• PROBLEM DESCRIPTION: Repeat the data that follows, word for word, without the images.

• DATASET CONTENT:
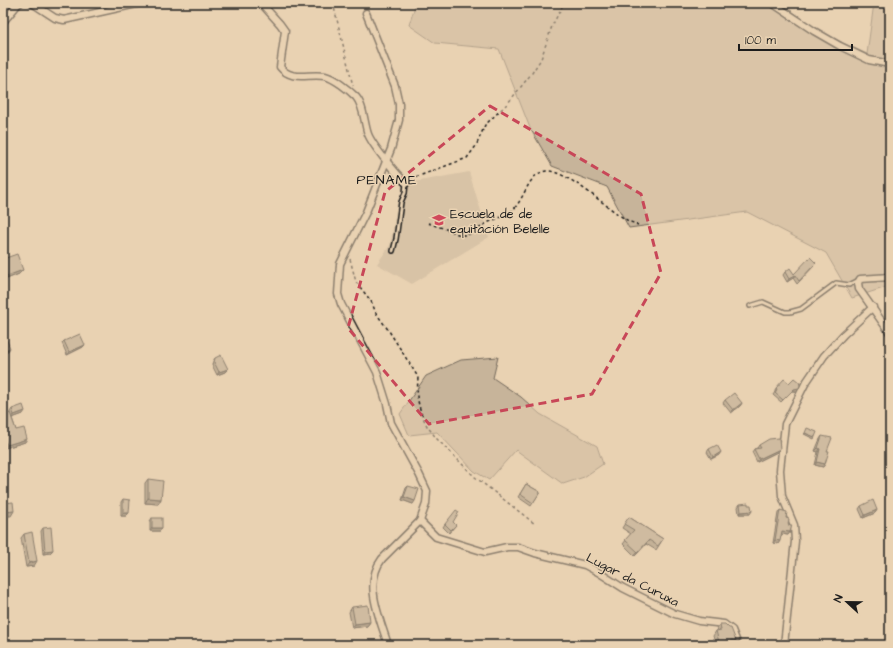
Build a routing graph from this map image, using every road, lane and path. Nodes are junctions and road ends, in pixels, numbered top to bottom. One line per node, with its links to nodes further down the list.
1 (19, 3): 9 (street)
2 (32, 3): 3 (street)
3 (141, 3)
4 (261, 3): 11 (street)
5 (333, 3): 11 (path)
6 (564, 3): 13 (path)
7 (772, 3): 10 (street)
8 (366, 13): 12 (street)
9 (3, 22)
10 (890, 64)
11 (356, 97): 12 (street)
12 (387, 161): 13 (street); 23 (street)
13 (404, 181): 16 (lane)
14 (428, 223): 15 (path)
15 (638, 224)
16 (393, 251)
17 (350, 259): 24 (path)
18 (890, 277): 19 (street)
19 (860, 279): 20 (lane); 21 (street)
20 (750, 306)
21 (873, 307): 22 (street); 27 (street)
22 (890, 333)
23 (420, 521): 25 (street); 26 (street, Lugar da Curuxa)
24 (535, 524)
25 (388, 645)
26 (738, 645)
27 (784, 645)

• OUTPUT OF THE EXERCISE:
Build a routing graph from this map image, using every road, lane and path. Nodes are junctions and road ends, in pixels, numbered top to bottom. One line per node, with its links to nodes further down the list.
1 (19, 3): 9 (street)
2 (32, 3): 3 (street)
3 (141, 3)
4 (261, 3): 11 (street)
5 (333, 3): 11 (path)
6 (564, 3): 13 (path)
7 (772, 3): 10 (street)
8 (366, 13): 12 (street)
9 (3, 22)
10 (890, 64)
11 (356, 97): 12 (street)
12 (387, 161): 13 (street); 23 (street)
13 (404, 181): 16 (lane)
14 (428, 223): 15 (path)
15 (638, 224)
16 (393, 251)
17 (350, 259): 24 (path)
18 (890, 277): 19 (street)
19 (860, 279): 20 (lane); 21 (street)
20 (750, 306)
21 (873, 307): 22 (street); 27 (street)
22 (890, 333)
23 (420, 521): 25 (street); 26 (street, Lugar da Curuxa)
24 (535, 524)
25 (388, 645)
26 (738, 645)
27 (784, 645)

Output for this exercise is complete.